Dapr guarantees at least once delivery to all of its subscribers but it also means that the same event can be delivered more than once. While idempotency is not a concern here, we don’t want to burn cpu credits for nothing, so there is yet another great solution we found by using Dapr statestore.

When an event has been successfully scanned, we store the successful requests ID as a hash in Redis using Dapr statestore API, so if the same event reaches again the scanners pods, they will be discarded.

When it comes to monitoring, all our logs are shipped effortlessly to Grafana Cloud thanks to Grafana Kubernetes Monitoring. Once ingested, we create the desired alerting upon known error patterns.

Now that the scanner ingested the payload, scanned it, the pod that was initially a Subscriber became now a Publisher. In order to finish his lifecycle, all he has to do is send the scan result to a different topic.

Side note here to mention our use of yet another great CNCF backed project , Harbor Registry.

Indeed, the pods running the scanners need to connect to many different registries ( GCR, ECR, Dockerhub, Ghcr …), thus potentially need to have a plethora of different auth tokens, and since we scan a huge amount of containers, we could also be rate limited. Those 2 issues are addressed by running harbor registry as a pure proxy-cache through service. A single authentication for every registry is now needed and thanks to its cache (stored on S3) , we don’t need to connect that often to the remote registries.

3. Subscribers

How subscribers work

Scanners send scan results to another pub/sub topic (e.g., scan-results). Two pods, each with a Dapr sidecar, listen to this topic. One pod stores scan results in S3 for compliance and debugging, and the other ingests results into a relational database for further processing. It will calculate possible SLOs (client or internal) violations, let developers adjust the real severity of this CVE based on the actual exploitability of the issue, and aggregate issues from different scanners.

4. Visualization and Notifications

As mentioned earlier, one pod having subscribed to events on scan-results topic will process those events and store them in a relational database. This pod also exposes a graphql endpoint to feed our internally developed grafana plugin in order to display all that information in a beautiful and useful way so the developers can view, manage, ignore, change priority for their CVEs directly from Grafana.

Another pod, the notifier pod will be in charge to alert the developer’s team on slack or github, based on their alerting preferences.

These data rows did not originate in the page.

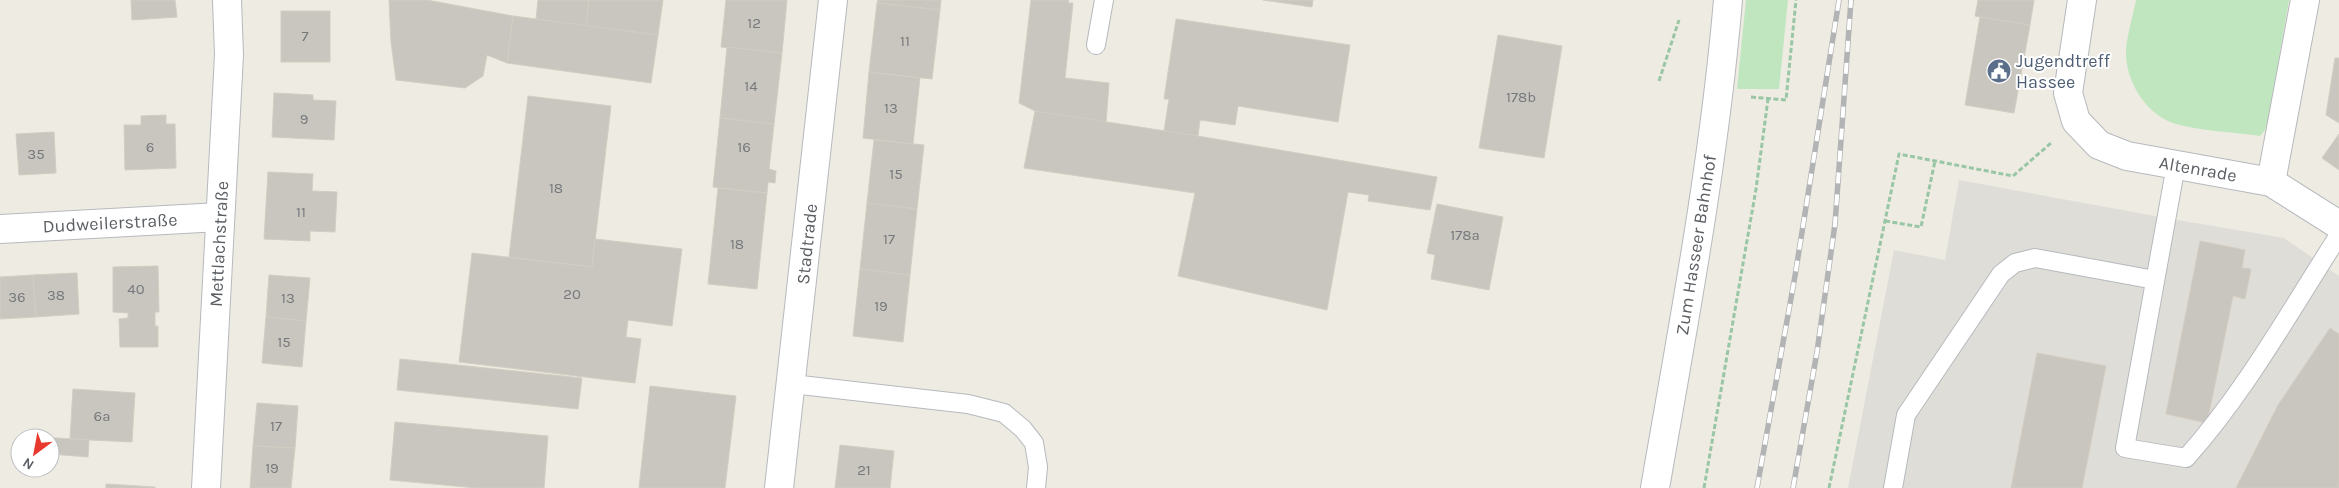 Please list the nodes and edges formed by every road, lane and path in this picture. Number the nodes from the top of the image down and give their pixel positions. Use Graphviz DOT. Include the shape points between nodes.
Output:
graph roads {
  1 [pos="227,0"];
  2 [pos="833,0"];
  3 [pos="1104,0"];
  4 [pos="1728,0"];
  5 [pos="1796,0"];
  6 [pos="2082,0"];
  7 [pos="2305,0"];
  8 [pos="1679,20"];
  9 [pos="1096,45"];
  10 [pos="1659,81"];
  11 [pos="2076,121"];
  12 [pos="1935,161"];
  13 [pos="2176,165"];
  14 [pos="2271,182"];
  15 [pos="220,217"];
  16 [pos="1885,221"];
  17 [pos="2339,225"];
  18 [pos="0,229"];
  19 [pos="2339,235"];
  20 [pos="2155,280"];
  21 [pos="792,384"];
  22 [pos="206,488"];
  23 [pos="779,488"];
  24 [pos="1036,488"];
  25 [pos="1655,488"];
  26 [pos="1704,488"];
  27 [pos="1829,488"];
  28 [pos="1893,488"];
  1 -- 15 [label="street, Mettlachstraße" via="229,55"];
  2 -- 21 [label="street, Stadtrade"];
  3 -- 9 [label="lane"];
  4 -- 25 [label="street, Zum Hasseer Bahnhof" via="1714,128"];
  5 -- 26 [label="path" via="1786,100 1768,99 1748,237"];
  6 -- 11 [label="street, Altenrade" via="2068,93"];
  7 -- 14 [label="street"];
  8 -- 10 [label="path"];
  11 -- 12 [label="path" via="2013,176"];
  11 -- 13 [label="street, Altenrade" via="2099,146 2127,156"];
  12 -- 16 [label="path" via="1921,227"];
  12 -- 16 [label="path" via="1899,154"];
  13 -- 14 [label="street, Altenrade"];
  13 -- 20 [label="lane"];
  14 -- 17 [label="street"];
  15 -- 18 [label="street, Dudweilerstraße"];
  15 -- 22 [label="street, Mettlachstraße"];
  16 -- 27 [label="path"];
  19 -- 20 [label="lane" via="2240,391 2216,425 2186,458 2126,448"];
  20 -- 28 [label="lane" via="2035,258 2015,263 2001,274 1906,415"];
  21 -- 23 [label="street, Stadtrade"];
  21 -- 24 [label="lane" via="968,404 1004,413 1023,428 1034,443 1038,467"];
}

Those alerting preferences will be pulled from the config server.

Impact

Thanks to Dapr, implementing an event-driven architecture was easy and efficient. Each pod lives his own lifecycle, dependless of the others with Dapr handling the complexities of communication and authentication. This allowed us to focus on developing a quicker working solution. Interaction with the Redis pub/sub broker was easy, as Dapr manages all the heavy lifting. In the same manner, integrating with AWS SQS is effortless due to Dapr bindings, eliminating the need for custom code to handle message queuing.

The reliability of our scanning solution has significantly improved. By relying on Dapr’s resiliency features, we ensured that we were not missing any scans and failed scans were automatically retried, enhancing the reliability of our system. Using Dapr statestore for idempotency checks prevented redundant processing, saving computational resources and improving efficiency.

The impact of our solution extends beyond technical improvements. By integrating vulnerability scanning results into Grafana, a tool already familiar to our engineers, we have streamlined our workflow. Developers can now view and address CVEs directly within their existing monitoring and alerting dashboards, promoting faster response times and better-informed decision-making.

Our architecture also provides flexibility and scalability. The ability to add or modify scanners without disrupting the overall system allows us to adapt quickly to new requirements.

In summary, the adoption of Dapr and the event-driven architecture has transformed our vulnerability scanning process. We have achieved a highly efficient, reliable, and scalable solution that integrates seamlessly with our existing tools.